** Opening Provided data block **

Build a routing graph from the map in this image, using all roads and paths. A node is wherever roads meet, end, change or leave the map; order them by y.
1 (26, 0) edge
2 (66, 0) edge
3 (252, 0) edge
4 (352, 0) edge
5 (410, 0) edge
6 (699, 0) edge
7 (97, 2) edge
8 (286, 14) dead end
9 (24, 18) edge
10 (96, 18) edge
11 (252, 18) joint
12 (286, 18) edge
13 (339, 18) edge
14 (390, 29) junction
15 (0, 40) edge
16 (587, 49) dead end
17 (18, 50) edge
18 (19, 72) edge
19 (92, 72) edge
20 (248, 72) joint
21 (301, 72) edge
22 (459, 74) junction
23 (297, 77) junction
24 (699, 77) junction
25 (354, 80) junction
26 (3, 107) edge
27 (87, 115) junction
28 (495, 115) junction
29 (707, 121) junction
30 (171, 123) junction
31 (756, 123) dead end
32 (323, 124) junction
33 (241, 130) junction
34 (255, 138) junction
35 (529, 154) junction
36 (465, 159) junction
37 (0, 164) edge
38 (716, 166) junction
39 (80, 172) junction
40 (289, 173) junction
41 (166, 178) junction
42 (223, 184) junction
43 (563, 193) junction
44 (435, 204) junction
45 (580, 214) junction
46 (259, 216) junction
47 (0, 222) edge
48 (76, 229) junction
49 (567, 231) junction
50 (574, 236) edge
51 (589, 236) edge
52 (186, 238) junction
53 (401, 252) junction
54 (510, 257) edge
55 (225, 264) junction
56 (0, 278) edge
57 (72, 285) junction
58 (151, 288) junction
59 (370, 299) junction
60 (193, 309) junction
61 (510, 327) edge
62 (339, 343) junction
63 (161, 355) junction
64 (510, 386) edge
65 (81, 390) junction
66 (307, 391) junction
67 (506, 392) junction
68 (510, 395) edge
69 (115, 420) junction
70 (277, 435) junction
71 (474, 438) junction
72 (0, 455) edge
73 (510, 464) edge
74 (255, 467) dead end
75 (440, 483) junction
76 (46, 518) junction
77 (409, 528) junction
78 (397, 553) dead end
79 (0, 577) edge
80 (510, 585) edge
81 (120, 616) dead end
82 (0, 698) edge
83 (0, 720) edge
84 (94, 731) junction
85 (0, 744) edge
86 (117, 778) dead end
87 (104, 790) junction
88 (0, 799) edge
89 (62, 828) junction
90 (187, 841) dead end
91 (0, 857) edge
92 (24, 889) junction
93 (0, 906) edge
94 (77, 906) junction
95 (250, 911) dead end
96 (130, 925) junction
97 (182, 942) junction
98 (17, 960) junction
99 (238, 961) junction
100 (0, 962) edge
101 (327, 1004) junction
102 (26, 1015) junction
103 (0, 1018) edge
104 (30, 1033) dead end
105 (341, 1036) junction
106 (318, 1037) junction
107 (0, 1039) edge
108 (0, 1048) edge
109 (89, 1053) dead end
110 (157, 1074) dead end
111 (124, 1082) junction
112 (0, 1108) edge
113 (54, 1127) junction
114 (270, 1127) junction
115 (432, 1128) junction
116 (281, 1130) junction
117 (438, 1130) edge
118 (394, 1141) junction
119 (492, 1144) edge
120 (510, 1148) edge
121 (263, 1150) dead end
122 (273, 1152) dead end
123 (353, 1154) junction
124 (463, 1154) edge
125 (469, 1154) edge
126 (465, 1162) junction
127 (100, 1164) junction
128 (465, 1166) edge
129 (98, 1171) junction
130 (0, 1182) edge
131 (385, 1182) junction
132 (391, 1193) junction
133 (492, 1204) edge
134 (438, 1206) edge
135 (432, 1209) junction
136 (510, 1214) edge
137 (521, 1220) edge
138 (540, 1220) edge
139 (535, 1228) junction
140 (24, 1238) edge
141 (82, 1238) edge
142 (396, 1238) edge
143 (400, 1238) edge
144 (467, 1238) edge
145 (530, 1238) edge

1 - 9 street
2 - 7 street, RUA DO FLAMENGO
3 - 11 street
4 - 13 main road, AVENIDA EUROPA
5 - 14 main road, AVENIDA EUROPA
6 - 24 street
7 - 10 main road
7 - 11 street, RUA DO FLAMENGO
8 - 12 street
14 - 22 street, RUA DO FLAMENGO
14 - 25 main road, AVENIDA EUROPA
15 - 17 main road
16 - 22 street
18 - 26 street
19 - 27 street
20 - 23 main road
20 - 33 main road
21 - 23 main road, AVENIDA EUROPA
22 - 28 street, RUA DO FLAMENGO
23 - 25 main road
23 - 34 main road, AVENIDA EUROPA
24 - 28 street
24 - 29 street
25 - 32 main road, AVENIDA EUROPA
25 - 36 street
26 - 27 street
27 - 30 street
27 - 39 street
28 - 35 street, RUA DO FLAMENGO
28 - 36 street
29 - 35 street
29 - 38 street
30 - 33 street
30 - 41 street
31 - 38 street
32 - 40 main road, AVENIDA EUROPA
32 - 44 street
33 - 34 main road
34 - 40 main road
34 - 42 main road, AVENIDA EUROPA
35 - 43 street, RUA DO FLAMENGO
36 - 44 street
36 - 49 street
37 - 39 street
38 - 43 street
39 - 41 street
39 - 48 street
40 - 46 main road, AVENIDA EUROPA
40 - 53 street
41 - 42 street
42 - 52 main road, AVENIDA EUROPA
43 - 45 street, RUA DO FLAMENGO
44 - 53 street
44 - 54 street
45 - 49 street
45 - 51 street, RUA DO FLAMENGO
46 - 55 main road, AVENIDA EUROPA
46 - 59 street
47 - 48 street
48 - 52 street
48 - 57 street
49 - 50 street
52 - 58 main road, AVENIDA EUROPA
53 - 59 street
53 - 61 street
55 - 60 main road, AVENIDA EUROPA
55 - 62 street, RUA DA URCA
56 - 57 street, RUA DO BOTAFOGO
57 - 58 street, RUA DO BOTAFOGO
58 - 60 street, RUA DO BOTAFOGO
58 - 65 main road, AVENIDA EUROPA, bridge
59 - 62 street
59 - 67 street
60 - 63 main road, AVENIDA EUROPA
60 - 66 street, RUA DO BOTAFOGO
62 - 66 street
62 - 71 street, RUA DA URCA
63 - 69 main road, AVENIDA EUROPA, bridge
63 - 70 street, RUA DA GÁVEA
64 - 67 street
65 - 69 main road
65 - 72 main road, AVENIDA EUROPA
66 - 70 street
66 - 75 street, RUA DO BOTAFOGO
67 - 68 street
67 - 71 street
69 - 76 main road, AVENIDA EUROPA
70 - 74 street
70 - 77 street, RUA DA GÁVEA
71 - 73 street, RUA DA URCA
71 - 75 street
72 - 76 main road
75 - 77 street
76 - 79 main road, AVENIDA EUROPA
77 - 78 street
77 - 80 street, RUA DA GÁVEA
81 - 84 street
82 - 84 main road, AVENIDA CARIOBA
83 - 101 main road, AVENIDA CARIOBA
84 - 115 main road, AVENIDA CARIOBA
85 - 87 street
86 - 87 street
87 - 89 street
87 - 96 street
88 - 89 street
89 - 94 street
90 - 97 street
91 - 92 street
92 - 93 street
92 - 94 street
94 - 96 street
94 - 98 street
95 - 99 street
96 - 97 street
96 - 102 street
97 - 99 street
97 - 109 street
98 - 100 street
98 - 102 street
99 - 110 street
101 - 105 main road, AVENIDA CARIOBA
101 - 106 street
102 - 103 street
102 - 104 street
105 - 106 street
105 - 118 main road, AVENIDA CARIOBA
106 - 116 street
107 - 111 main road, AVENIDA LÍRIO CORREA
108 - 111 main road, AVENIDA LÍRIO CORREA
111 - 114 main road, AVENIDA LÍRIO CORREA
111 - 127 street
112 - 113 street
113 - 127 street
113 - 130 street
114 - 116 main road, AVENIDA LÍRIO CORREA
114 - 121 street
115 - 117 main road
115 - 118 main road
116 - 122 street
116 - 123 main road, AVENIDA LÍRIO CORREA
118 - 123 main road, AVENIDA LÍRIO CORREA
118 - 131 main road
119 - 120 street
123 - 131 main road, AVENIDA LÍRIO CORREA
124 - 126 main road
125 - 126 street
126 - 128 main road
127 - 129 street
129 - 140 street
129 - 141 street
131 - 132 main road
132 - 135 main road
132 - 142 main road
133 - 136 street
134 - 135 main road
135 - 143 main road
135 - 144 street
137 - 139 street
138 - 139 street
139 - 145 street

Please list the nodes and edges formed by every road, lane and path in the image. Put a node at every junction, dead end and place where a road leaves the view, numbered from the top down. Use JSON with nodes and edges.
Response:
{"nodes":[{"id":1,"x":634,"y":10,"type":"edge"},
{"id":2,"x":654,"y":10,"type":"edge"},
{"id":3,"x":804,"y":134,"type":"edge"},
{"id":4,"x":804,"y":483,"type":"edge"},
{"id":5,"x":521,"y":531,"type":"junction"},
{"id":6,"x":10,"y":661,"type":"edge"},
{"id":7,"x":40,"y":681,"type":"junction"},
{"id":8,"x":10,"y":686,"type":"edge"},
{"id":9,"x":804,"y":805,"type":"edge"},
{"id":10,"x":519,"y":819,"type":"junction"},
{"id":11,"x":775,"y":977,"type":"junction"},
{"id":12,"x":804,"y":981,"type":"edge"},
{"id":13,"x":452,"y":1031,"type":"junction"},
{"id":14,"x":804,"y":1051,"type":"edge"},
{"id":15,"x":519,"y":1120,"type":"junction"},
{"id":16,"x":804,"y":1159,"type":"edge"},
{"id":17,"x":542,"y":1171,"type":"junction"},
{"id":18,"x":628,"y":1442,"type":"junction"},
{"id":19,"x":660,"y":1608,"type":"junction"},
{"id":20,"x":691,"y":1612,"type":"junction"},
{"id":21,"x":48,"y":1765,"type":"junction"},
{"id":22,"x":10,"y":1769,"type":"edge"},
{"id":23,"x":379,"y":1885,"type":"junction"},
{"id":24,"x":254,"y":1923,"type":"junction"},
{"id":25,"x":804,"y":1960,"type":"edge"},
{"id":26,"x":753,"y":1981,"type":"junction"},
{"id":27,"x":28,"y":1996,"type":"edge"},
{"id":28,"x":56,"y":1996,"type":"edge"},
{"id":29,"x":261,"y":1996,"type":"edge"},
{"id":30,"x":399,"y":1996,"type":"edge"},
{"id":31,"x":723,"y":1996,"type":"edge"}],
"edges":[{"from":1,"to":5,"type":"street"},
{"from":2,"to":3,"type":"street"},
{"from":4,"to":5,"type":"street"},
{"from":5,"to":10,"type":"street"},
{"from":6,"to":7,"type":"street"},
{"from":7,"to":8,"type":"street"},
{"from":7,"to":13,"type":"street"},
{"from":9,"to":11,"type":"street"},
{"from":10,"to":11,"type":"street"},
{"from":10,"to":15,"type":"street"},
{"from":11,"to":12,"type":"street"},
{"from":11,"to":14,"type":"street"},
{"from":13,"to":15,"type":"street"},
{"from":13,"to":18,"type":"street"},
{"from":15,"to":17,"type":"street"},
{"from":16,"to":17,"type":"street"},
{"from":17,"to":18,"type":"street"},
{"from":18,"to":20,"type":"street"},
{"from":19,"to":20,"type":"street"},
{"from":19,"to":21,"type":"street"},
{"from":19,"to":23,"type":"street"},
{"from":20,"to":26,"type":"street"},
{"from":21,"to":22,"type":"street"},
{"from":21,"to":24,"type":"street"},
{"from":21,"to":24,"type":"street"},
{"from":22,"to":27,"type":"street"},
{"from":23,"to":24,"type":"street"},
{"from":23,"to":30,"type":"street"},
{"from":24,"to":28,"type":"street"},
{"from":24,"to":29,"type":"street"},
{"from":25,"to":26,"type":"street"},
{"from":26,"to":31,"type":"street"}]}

** Closing Provided data block **

[To do]
Go line by line through the material above and return each one that includes "BOTAFOGO".

[Response]
56 - 57 street, RUA DO BOTAFOGO
57 - 58 street, RUA DO BOTAFOGO
58 - 60 street, RUA DO BOTAFOGO
60 - 66 street, RUA DO BOTAFOGO
66 - 75 street, RUA DO BOTAFOGO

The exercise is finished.